*** Opening of ENTRIES SUPPLIED ***

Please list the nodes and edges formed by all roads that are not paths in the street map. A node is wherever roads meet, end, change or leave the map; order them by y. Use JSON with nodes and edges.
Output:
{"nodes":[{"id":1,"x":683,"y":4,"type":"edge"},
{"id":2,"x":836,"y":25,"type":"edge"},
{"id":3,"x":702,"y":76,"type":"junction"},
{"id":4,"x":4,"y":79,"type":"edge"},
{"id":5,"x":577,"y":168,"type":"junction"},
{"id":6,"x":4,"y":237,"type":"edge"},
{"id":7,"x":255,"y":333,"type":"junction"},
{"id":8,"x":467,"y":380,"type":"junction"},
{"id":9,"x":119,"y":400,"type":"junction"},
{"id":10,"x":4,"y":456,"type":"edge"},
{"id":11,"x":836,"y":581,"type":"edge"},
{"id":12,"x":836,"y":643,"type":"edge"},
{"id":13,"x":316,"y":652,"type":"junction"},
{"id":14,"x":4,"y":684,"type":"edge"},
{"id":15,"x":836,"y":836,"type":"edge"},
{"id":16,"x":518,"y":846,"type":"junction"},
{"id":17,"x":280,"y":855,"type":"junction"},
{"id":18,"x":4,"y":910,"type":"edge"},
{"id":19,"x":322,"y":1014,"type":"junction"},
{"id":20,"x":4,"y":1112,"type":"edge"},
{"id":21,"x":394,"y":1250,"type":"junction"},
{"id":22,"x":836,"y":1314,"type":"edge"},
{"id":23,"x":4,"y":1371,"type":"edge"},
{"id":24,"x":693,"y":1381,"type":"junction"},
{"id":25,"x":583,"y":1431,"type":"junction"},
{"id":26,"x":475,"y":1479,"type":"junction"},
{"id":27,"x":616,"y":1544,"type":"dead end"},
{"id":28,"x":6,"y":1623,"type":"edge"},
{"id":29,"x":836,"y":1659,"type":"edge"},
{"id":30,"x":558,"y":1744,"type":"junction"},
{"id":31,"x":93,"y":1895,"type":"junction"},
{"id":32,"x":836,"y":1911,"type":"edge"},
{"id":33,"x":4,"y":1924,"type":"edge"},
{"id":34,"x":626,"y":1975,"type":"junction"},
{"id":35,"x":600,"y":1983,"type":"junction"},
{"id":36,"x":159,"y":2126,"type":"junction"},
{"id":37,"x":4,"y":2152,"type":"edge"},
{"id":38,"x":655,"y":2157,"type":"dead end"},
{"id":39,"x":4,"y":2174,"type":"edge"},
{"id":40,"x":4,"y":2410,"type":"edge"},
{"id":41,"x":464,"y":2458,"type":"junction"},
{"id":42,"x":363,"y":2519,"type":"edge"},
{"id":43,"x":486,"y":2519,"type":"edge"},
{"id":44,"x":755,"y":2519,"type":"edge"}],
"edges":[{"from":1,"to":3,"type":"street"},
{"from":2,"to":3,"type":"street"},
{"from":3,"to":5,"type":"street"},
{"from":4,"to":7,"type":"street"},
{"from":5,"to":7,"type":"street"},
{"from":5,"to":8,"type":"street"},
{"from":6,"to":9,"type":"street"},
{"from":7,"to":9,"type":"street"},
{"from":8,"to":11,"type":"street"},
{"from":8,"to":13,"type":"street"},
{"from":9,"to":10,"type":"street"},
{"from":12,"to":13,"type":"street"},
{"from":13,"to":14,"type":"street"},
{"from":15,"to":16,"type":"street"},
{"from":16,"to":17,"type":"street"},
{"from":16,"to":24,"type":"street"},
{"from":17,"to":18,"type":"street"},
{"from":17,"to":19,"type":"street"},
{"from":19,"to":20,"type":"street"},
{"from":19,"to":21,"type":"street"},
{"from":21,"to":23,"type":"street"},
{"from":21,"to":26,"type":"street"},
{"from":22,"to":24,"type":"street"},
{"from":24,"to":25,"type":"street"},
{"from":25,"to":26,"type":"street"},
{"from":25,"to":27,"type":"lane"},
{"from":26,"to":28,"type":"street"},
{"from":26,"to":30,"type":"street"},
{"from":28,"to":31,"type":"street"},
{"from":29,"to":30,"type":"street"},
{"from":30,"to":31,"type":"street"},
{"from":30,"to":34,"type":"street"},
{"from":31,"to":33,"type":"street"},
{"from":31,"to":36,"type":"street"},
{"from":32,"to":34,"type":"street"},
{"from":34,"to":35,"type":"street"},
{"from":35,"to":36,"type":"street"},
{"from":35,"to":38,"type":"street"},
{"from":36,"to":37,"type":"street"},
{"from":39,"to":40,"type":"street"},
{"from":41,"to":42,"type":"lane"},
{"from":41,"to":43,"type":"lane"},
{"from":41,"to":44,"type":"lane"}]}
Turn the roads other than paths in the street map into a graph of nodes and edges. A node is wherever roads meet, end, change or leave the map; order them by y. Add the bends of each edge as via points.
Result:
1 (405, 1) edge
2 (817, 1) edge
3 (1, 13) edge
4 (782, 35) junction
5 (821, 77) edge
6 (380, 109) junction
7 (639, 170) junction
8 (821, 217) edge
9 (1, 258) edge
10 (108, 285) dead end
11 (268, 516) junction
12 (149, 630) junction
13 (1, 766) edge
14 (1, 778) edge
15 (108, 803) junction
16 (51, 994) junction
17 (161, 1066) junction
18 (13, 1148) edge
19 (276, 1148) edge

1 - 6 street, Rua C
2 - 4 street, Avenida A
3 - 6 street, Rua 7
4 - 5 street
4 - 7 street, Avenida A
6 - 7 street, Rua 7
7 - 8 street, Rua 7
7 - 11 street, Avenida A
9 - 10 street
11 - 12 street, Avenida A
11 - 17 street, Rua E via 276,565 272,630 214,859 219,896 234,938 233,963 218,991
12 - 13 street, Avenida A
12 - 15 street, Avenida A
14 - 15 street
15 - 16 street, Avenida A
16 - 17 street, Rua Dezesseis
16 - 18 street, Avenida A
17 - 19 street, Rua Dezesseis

*** Close of ENTRIES SUPPLIED ***

■ TASK ITEM: The string "dead" may appear in lines of the entries above. Say how many such lines there are, as a number only.

■ EXERCISE SOLUTION: 3